> Data section:
========

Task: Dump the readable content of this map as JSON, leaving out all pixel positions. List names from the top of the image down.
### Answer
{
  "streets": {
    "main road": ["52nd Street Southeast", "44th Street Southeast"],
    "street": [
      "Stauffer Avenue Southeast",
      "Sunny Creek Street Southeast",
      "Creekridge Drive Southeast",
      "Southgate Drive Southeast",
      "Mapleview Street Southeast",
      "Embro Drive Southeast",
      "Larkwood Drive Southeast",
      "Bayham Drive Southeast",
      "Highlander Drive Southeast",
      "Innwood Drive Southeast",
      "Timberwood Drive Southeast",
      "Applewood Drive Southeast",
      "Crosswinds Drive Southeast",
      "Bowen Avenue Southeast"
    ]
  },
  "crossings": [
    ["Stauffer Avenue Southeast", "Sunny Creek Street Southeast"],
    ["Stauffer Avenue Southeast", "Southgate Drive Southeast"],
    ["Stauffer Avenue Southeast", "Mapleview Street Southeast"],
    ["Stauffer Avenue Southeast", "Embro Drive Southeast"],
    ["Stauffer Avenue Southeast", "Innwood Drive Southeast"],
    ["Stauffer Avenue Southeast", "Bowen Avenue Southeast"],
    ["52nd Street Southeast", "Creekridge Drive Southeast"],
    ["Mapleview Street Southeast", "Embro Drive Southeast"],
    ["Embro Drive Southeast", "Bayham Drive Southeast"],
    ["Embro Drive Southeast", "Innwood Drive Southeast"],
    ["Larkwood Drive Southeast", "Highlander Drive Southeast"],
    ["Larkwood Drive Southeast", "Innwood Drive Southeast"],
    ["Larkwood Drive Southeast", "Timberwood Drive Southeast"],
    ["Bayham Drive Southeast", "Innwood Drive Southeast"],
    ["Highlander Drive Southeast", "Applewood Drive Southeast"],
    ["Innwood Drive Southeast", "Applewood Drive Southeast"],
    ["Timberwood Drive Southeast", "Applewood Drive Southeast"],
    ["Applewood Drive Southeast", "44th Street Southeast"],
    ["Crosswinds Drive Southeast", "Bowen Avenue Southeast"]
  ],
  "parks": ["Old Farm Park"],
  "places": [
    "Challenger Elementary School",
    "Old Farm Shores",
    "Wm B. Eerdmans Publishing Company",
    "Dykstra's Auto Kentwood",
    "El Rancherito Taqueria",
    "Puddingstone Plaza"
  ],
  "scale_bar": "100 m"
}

========

> Work to complete: Using the entries above, please restate each one word for word.

> Task answer:
Task: Dump the readable content of this map as JSON, leaving out all pixel positions. List names from the top of the image down.
### Answer
{
  "streets": {
    "main road": ["52nd Street Southeast", "44th Street Southeast"],
    "street": [
      "Stauffer Avenue Southeast",
      "Sunny Creek Street Southeast",
      "Creekridge Drive Southeast",
      "Southgate Drive Southeast",
      "Mapleview Street Southeast",
      "Embro Drive Southeast",
      "Larkwood Drive Southeast",
      "Bayham Drive Southeast",
      "Highlander Drive Southeast",
      "Innwood Drive Southeast",
      "Timberwood Drive Southeast",
      "Applewood Drive Southeast",
      "Crosswinds Drive Southeast",
      "Bowen Avenue Southeast"
    ]
  },
  "crossings": [
    ["Stauffer Avenue Southeast", "Sunny Creek Street Southeast"],
    ["Stauffer Avenue Southeast", "Southgate Drive Southeast"],
    ["Stauffer Avenue Southeast", "Mapleview Street Southeast"],
    ["Stauffer Avenue Southeast", "Embro Drive Southeast"],
    ["Stauffer Avenue Southeast", "Innwood Drive Southeast"],
    ["Stauffer Avenue Southeast", "Bowen Avenue Southeast"],
    ["52nd Street Southeast", "Creekridge Drive Southeast"],
    ["Mapleview Street Southeast", "Embro Drive Southeast"],
    ["Embro Drive Southeast", "Bayham Drive Southeast"],
    ["Embro Drive Southeast", "Innwood Drive Southeast"],
    ["Larkwood Drive Southeast", "Highlander Drive Southeast"],
    ["Larkwood Drive Southeast", "Innwood Drive Southeast"],
    ["Larkwood Drive Southeast", "Timberwood Drive Southeast"],
    ["Bayham Drive Southeast", "Innwood Drive Southeast"],
    ["Highlander Drive Southeast", "Applewood Drive Southeast"],
    ["Innwood Drive Southeast", "Applewood Drive Southeast"],
    ["Timberwood Drive Southeast", "Applewood Drive Southeast"],
    ["Applewood Drive Southeast", "44th Street Southeast"],
    ["Crosswinds Drive Southeast", "Bowen Avenue Southeast"]
  ],
  "parks": ["Old Farm Park"],
  "places": [
    "Challenger Elementary School",
    "Old Farm Shores",
    "Wm B. Eerdmans Publishing Company",
    "Dykstra's Auto Kentwood",
    "El Rancherito Taqueria",
    "Puddingstone Plaza"
  ],
  "scale_bar": "100 m"
}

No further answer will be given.